### Directions for this task
Below are some records. Return exactly the lines from the one containing "Turn all roads and" through the one containing "Extract the road", both included, and only those.

Collected data entries:
>>>

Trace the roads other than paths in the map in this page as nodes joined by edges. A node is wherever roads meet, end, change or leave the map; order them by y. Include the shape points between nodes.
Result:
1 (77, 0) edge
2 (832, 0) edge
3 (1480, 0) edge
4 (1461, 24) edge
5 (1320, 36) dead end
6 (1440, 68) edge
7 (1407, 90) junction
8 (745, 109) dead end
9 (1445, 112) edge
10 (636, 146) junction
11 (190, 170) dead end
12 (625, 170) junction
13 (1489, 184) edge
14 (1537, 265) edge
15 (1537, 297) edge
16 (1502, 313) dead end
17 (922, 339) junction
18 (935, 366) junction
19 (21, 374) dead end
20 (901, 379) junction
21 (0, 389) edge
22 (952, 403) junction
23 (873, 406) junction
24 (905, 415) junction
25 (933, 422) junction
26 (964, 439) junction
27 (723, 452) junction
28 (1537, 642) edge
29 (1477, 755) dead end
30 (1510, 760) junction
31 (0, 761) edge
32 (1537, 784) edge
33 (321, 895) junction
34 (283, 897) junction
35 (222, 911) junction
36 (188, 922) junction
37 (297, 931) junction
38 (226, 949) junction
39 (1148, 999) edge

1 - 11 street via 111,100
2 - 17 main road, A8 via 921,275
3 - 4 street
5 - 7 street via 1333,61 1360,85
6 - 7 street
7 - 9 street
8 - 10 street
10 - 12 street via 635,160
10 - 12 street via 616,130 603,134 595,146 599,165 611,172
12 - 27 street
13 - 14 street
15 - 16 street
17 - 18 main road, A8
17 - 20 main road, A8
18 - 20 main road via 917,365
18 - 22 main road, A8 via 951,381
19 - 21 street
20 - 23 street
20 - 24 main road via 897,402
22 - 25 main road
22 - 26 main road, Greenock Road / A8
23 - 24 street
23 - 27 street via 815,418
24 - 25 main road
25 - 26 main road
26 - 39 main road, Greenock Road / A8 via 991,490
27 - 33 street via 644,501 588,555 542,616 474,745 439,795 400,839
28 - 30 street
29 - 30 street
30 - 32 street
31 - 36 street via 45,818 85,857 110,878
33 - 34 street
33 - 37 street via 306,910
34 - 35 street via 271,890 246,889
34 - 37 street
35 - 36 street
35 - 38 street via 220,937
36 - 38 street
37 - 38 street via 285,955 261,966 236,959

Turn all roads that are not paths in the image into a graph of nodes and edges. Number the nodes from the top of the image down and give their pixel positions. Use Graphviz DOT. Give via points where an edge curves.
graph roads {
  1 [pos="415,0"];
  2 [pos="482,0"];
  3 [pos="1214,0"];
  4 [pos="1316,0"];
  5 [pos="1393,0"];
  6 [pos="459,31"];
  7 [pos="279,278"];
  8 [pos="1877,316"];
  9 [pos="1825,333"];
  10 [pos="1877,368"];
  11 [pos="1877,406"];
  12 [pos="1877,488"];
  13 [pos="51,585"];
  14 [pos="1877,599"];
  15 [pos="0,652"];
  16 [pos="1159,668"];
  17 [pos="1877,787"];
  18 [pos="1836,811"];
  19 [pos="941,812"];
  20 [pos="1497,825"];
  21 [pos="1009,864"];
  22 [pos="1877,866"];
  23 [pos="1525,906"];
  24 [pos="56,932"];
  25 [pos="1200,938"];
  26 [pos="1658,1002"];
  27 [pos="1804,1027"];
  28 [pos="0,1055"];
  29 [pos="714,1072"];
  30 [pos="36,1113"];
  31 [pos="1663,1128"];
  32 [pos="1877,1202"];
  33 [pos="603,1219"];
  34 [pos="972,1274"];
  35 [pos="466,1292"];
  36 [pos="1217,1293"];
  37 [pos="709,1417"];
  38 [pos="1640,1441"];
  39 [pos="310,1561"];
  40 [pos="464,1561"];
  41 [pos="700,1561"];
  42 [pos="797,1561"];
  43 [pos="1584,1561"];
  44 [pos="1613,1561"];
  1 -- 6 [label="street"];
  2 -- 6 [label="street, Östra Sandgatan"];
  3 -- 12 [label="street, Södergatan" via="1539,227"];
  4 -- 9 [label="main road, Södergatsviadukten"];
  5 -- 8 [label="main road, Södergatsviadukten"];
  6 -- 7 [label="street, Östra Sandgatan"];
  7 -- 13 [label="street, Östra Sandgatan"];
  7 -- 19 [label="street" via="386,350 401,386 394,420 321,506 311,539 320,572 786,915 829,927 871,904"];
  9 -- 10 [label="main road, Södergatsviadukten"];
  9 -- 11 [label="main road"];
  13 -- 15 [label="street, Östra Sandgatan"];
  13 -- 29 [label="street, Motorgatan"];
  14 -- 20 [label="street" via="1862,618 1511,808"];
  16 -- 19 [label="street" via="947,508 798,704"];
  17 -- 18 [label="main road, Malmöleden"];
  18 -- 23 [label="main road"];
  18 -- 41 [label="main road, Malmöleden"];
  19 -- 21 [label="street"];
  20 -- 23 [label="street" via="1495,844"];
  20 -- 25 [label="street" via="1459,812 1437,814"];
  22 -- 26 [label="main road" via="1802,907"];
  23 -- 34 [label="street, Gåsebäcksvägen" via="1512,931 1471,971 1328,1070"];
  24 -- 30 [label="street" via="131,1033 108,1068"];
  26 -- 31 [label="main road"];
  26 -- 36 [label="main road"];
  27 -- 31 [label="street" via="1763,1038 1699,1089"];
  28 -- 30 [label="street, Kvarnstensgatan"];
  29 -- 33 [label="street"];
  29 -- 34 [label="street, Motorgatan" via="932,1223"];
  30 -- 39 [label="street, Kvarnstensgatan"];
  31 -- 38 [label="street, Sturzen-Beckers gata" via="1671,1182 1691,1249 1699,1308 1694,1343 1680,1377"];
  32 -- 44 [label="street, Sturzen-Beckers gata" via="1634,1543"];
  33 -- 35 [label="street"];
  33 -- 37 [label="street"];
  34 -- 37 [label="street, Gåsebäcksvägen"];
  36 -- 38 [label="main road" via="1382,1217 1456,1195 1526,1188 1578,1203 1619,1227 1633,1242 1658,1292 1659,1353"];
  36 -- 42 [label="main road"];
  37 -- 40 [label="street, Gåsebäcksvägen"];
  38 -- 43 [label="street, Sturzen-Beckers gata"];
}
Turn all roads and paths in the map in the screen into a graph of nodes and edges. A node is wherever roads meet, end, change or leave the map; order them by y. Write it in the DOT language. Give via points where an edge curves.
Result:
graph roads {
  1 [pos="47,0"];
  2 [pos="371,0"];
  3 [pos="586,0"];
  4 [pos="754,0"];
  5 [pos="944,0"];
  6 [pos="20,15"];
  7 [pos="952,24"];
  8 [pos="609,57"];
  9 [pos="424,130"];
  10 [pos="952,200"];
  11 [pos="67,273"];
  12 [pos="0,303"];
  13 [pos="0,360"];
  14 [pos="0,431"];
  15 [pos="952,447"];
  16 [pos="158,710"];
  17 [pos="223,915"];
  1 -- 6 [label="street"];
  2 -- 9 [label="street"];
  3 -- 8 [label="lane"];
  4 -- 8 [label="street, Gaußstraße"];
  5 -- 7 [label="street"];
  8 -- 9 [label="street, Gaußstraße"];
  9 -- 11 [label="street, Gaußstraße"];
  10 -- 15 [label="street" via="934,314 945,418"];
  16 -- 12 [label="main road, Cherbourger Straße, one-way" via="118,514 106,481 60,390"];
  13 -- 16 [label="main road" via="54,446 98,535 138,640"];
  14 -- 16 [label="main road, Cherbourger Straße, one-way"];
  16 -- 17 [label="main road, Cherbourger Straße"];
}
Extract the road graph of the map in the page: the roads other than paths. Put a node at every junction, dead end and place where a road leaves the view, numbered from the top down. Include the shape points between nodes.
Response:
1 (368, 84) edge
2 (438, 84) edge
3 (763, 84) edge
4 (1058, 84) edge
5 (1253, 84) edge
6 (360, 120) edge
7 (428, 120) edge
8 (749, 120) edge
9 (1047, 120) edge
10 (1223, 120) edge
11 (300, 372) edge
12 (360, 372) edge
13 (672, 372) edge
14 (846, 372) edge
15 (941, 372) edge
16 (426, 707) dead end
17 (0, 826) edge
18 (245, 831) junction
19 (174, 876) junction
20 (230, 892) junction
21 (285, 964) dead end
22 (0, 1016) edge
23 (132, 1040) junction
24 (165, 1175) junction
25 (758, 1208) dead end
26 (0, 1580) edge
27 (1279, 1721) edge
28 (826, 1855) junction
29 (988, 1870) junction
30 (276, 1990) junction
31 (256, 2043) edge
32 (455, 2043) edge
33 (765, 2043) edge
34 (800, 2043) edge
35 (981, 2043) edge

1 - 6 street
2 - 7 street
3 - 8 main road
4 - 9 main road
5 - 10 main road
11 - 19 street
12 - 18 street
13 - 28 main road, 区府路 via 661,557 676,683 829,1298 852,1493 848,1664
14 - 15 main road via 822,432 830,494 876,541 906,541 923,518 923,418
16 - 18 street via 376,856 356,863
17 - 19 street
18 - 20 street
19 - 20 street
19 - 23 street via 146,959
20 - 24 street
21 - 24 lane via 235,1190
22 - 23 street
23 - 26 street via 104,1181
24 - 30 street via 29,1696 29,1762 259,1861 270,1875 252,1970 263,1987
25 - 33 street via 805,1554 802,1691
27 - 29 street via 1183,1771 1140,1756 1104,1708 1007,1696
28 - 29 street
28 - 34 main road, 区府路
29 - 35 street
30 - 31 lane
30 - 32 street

<<<

### Solution for this problem
Turn all roads and paths in the map in the screen into a graph of nodes and edges. A node is wherever roads meet, end, change or leave the map; order them by y. Write it in the DOT language. Give via points where an edge curves.
Result:
graph roads {
  1 [pos="47,0"];
  2 [pos="371,0"];
  3 [pos="586,0"];
  4 [pos="754,0"];
  5 [pos="944,0"];
  6 [pos="20,15"];
  7 [pos="952,24"];
  8 [pos="609,57"];
  9 [pos="424,130"];
  10 [pos="952,200"];
  11 [pos="67,273"];
  12 [pos="0,303"];
  13 [pos="0,360"];
  14 [pos="0,431"];
  15 [pos="952,447"];
  16 [pos="158,710"];
  17 [pos="223,915"];
  1 -- 6 [label="street"];
  2 -- 9 [label="street"];
  3 -- 8 [label="lane"];
  4 -- 8 [label="street, Gaußstraße"];
  5 -- 7 [label="street"];
  8 -- 9 [label="street, Gaußstraße"];
  9 -- 11 [label="street, Gaußstraße"];
  10 -- 15 [label="street" via="934,314 945,418"];
  16 -- 12 [label="main road, Cherbourger Straße, one-way" via="118,514 106,481 60,390"];
  13 -- 16 [label="main road" via="54,446 98,535 138,640"];
  14 -- 16 [label="main road, Cherbourger Straße, one-way"];
  16 -- 17 [label="main road, Cherbourger Straße"];
}
Extract the road graph of the map in the page: the roads other than paths. Put a node at every junction, dead end and place where a road leaves the view, numbered from the top down. Include the shape points between nodes.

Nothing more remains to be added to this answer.